(Provided information)

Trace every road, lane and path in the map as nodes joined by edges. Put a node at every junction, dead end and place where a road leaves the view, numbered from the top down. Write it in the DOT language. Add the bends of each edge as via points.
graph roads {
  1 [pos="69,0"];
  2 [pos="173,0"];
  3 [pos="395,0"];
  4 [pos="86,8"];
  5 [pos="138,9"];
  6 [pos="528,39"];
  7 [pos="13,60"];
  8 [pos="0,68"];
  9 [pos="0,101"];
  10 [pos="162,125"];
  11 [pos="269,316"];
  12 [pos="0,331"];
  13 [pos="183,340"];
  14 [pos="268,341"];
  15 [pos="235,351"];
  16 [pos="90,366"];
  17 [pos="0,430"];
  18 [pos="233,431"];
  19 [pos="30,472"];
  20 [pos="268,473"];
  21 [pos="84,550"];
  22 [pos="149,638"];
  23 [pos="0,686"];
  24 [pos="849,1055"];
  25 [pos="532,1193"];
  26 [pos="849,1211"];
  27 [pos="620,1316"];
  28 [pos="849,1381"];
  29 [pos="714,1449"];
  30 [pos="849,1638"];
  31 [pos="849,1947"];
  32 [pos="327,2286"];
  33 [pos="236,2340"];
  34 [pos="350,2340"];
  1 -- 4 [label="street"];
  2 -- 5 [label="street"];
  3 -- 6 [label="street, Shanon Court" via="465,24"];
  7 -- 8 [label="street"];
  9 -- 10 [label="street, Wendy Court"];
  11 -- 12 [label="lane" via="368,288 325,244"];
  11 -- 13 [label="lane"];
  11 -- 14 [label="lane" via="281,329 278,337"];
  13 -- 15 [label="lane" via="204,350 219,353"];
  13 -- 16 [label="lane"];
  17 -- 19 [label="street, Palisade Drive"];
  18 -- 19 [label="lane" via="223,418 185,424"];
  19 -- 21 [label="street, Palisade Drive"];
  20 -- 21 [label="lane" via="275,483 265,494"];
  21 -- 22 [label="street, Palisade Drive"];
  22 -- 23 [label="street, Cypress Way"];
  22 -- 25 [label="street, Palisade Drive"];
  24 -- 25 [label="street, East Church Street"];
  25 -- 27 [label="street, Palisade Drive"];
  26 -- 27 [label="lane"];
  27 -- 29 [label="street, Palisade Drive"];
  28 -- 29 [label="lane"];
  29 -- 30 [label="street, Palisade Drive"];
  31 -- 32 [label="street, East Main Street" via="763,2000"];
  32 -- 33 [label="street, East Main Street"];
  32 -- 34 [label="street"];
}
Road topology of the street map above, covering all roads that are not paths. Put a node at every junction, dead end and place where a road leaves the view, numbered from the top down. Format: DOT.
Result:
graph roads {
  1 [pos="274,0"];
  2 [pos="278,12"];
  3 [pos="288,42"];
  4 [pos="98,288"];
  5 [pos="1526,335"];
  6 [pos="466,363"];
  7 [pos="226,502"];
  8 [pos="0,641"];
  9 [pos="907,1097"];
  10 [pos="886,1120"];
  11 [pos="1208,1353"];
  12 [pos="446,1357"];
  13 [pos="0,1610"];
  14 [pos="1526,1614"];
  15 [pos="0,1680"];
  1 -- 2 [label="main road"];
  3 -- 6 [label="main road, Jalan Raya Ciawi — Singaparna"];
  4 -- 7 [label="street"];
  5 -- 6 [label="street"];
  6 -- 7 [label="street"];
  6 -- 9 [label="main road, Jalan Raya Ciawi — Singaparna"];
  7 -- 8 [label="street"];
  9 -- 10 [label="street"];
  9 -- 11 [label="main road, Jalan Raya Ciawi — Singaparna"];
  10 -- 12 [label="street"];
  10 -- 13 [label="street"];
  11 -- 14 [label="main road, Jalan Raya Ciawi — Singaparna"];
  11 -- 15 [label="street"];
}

(Exercise goal)
In the listing above, how many lines include the string "view"? Reply with the number alone.

(Completed exercise)
2